1. Doing away with unsustainable farming techniques

Dependence on too much use of NPK (nitrogen-phosphate-potassium) fertilizer has led to leeching of the soil in many countries which followed the western agricultural paradigm after the last world war. More modern and scientific farming approaches which replenish all of the essential minerals in an organic manner will provide a more sustainable and healthier source of nutrition for humans.

It has been found that NPK fertilizer requires a higher investment than the more organic approach now more popularly referred to as nutritional or trophobiotic farming. The latter allows farmers and small gardeners to recover more readily from stresses experienced by plants during typhoons, floods and pest infestations.

2. Reviving the Green Revolution

Encouraging more people to go into container or backyard gardening and home livestock- raising will sustain a significant portion of their vegetable and meat supply domestically with even more healthful options compared to commercial alternatives. This will also do away with the high prices of such basic goods due to middle-men and transportation cost-add-ons.
Home-based gardens and small farms are also less prone to be affected by natural calamities as they can be housed in green houses or be planted in plastic bags and recylcled containers which can be raised during floods or moved to safer areas during storms.

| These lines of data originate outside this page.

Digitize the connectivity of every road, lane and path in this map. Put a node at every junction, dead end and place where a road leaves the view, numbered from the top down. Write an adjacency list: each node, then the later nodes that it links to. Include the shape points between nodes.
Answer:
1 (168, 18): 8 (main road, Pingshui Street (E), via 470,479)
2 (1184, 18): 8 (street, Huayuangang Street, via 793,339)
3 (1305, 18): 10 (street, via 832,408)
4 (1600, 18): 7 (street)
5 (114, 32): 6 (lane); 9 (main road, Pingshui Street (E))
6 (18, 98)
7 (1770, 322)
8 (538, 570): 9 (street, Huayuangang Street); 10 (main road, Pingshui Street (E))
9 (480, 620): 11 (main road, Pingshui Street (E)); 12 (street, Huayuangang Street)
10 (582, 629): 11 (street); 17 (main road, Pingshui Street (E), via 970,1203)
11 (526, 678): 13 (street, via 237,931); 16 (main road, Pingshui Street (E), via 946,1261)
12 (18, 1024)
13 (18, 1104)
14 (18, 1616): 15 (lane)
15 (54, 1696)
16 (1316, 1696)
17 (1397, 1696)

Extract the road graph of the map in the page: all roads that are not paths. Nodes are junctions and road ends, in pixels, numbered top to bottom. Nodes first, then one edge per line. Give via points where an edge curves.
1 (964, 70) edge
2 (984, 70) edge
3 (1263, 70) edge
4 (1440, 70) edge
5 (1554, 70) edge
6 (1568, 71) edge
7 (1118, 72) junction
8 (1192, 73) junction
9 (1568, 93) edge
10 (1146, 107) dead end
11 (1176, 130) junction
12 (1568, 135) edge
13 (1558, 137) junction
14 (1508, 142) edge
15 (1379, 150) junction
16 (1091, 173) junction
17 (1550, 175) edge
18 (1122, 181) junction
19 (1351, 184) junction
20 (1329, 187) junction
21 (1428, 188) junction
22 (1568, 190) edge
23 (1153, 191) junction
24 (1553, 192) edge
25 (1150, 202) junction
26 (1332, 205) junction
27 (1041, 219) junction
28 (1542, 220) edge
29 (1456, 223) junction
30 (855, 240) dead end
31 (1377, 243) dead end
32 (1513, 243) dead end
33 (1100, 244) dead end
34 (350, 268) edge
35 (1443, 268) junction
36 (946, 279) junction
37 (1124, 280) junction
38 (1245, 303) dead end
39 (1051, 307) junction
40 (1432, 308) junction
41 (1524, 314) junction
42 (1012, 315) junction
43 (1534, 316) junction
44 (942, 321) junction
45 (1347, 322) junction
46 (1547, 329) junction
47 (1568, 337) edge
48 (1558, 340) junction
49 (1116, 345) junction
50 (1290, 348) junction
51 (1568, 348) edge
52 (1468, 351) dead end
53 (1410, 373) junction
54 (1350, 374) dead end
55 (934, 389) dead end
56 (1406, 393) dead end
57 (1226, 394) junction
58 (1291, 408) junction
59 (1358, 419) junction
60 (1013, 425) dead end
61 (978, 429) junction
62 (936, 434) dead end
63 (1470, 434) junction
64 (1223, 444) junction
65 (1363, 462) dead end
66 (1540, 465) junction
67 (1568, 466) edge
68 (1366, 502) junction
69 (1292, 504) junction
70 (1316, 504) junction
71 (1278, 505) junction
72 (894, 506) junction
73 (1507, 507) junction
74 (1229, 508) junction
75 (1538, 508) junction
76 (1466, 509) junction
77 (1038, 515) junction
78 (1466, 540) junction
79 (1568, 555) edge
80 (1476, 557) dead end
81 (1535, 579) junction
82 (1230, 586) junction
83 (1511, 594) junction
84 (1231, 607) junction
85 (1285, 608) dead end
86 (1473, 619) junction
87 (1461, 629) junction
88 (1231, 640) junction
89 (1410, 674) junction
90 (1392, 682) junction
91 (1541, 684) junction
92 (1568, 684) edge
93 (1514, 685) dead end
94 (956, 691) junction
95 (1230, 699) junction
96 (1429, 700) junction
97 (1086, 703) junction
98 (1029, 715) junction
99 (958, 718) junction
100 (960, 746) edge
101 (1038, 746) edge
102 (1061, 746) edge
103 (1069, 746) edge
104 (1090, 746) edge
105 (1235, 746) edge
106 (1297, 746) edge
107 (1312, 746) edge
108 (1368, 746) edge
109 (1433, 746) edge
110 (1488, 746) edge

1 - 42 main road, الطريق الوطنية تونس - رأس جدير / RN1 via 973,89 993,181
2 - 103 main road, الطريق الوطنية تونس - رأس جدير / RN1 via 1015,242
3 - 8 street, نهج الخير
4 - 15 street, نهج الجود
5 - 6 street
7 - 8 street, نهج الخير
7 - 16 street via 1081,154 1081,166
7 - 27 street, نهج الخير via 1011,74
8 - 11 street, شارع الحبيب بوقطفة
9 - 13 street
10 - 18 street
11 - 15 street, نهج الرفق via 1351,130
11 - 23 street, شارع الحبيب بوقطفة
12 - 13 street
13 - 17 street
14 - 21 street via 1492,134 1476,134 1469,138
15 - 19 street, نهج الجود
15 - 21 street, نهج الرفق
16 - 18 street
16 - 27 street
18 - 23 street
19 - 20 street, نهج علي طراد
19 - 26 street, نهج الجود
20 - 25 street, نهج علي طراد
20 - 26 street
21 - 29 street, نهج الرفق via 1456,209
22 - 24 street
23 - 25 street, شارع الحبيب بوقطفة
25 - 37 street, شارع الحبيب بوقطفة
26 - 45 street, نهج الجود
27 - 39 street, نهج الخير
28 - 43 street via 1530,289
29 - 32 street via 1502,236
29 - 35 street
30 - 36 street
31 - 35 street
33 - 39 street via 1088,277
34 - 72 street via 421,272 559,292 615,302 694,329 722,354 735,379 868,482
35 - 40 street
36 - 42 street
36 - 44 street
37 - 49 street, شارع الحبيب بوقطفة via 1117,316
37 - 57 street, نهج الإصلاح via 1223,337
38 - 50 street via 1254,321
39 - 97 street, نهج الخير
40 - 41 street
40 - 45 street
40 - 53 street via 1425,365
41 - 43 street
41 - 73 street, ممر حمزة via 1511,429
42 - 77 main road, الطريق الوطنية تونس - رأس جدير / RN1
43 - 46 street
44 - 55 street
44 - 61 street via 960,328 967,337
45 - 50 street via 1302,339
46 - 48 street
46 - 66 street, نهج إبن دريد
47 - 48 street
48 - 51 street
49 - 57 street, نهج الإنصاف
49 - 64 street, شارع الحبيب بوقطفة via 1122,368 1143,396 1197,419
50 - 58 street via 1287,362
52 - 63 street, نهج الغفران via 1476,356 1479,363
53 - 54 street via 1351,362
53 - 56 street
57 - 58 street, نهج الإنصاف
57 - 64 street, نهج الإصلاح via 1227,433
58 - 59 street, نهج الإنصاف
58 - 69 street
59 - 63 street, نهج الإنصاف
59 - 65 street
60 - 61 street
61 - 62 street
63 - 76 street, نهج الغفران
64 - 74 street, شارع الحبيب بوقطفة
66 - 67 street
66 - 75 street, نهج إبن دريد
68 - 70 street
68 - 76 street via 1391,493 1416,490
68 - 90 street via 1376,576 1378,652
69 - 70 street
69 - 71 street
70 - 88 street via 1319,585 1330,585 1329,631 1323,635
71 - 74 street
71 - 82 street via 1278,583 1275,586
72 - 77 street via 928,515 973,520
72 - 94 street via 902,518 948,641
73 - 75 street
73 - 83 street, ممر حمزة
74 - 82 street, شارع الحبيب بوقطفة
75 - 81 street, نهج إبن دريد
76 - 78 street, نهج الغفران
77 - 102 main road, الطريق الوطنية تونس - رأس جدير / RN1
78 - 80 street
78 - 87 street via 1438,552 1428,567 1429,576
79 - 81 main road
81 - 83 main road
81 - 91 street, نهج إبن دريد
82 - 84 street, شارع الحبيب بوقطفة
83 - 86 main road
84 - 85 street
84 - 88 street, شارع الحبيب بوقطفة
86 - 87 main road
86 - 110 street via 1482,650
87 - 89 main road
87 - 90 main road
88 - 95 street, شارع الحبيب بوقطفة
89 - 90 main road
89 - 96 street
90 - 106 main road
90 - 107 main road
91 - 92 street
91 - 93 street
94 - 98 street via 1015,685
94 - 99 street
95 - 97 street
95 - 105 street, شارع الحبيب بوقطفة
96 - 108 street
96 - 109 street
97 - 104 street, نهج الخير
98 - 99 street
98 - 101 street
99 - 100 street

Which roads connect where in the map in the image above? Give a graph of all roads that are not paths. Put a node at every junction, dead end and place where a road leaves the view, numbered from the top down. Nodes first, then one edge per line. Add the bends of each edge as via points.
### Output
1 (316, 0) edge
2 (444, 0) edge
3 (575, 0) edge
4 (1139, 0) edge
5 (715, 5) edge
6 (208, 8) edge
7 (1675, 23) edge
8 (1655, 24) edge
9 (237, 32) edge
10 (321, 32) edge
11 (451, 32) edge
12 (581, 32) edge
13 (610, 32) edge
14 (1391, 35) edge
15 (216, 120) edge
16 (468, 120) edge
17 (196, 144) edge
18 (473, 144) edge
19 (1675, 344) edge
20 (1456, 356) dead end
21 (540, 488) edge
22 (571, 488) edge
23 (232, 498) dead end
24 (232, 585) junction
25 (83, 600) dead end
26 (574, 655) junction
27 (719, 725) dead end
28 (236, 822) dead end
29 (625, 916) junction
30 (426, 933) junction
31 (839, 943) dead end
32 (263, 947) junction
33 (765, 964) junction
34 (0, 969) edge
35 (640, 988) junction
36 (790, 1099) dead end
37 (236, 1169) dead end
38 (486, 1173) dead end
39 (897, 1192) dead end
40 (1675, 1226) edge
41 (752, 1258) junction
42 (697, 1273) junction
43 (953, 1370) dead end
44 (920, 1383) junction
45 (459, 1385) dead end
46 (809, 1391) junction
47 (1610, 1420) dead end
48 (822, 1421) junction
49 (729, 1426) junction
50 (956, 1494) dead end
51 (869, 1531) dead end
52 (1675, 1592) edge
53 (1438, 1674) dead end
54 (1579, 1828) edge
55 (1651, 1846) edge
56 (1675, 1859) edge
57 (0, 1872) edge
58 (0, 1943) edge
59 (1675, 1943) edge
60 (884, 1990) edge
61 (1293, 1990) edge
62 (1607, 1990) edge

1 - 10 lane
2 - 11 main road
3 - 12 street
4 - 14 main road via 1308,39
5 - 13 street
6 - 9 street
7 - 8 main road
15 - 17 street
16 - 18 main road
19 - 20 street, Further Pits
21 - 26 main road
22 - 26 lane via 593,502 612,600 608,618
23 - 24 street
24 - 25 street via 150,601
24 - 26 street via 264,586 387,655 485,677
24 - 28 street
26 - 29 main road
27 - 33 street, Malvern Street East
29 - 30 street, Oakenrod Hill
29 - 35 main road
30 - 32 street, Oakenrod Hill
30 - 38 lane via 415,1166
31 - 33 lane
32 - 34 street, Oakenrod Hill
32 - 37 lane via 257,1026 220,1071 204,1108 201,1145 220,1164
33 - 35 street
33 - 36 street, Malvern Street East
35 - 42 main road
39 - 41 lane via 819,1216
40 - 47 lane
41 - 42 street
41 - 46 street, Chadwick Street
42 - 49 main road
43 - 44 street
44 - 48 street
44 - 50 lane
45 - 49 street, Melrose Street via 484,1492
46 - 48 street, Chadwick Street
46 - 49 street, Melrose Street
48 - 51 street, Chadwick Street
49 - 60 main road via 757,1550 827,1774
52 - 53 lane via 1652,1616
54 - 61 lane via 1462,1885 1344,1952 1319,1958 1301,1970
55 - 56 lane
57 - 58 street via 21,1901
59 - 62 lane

3. Empowering the landless and the far-flung villages

People who have no land can still have the opportunity to establish cooperatives with others and lease or buy small farms which can compete with big farm corporations with their organically-grown produce. They can also establish links with like-minded business-people who need their products to address the problem of transporting goods.

With more and more families involved in such activities, the big farms will no longer monopolize the supply of basic goods. These people will also be able to patronize their own produce or barter their surplus produce with other goods they need with other producers and manufacturers.

4. Urban farmers can multiply through the use of idle lands and buildings

Detroit City, the world’s car-manufacturing center for many years, has recently become the ironic poster boy of bankruptcy as the economic meltdown of the US in recent years. Yet, its empty car factories are now slowly being converted into modern organic multi-levelled farms that will help transform the landscape and paradigm of economic activity worldwide. This is a parallel strategy which the Japanese undertook when a law was passed for all high-rise buildings in Tokyo to put up gardens on rooftops to minimize local as well as global warming.

5. Other modern planting techniques

Hydroponics, aquaponics and other indoor gardening and farming techniques can now be easily done by any individual or family at minimal costs. Governments must encourage more people to go into this not just to avoid the recurring shortage during calamities but also to augment the needs of restaurants, hotels and other businesses that have special or particular needs.

Political will and economic sufficiency is not merely an exclusive domain of leaders or governments but a duty of each citizen of any country. To a reasonable degree, each person can have a stake in that common objective of achieving and maintaining progress for all nations.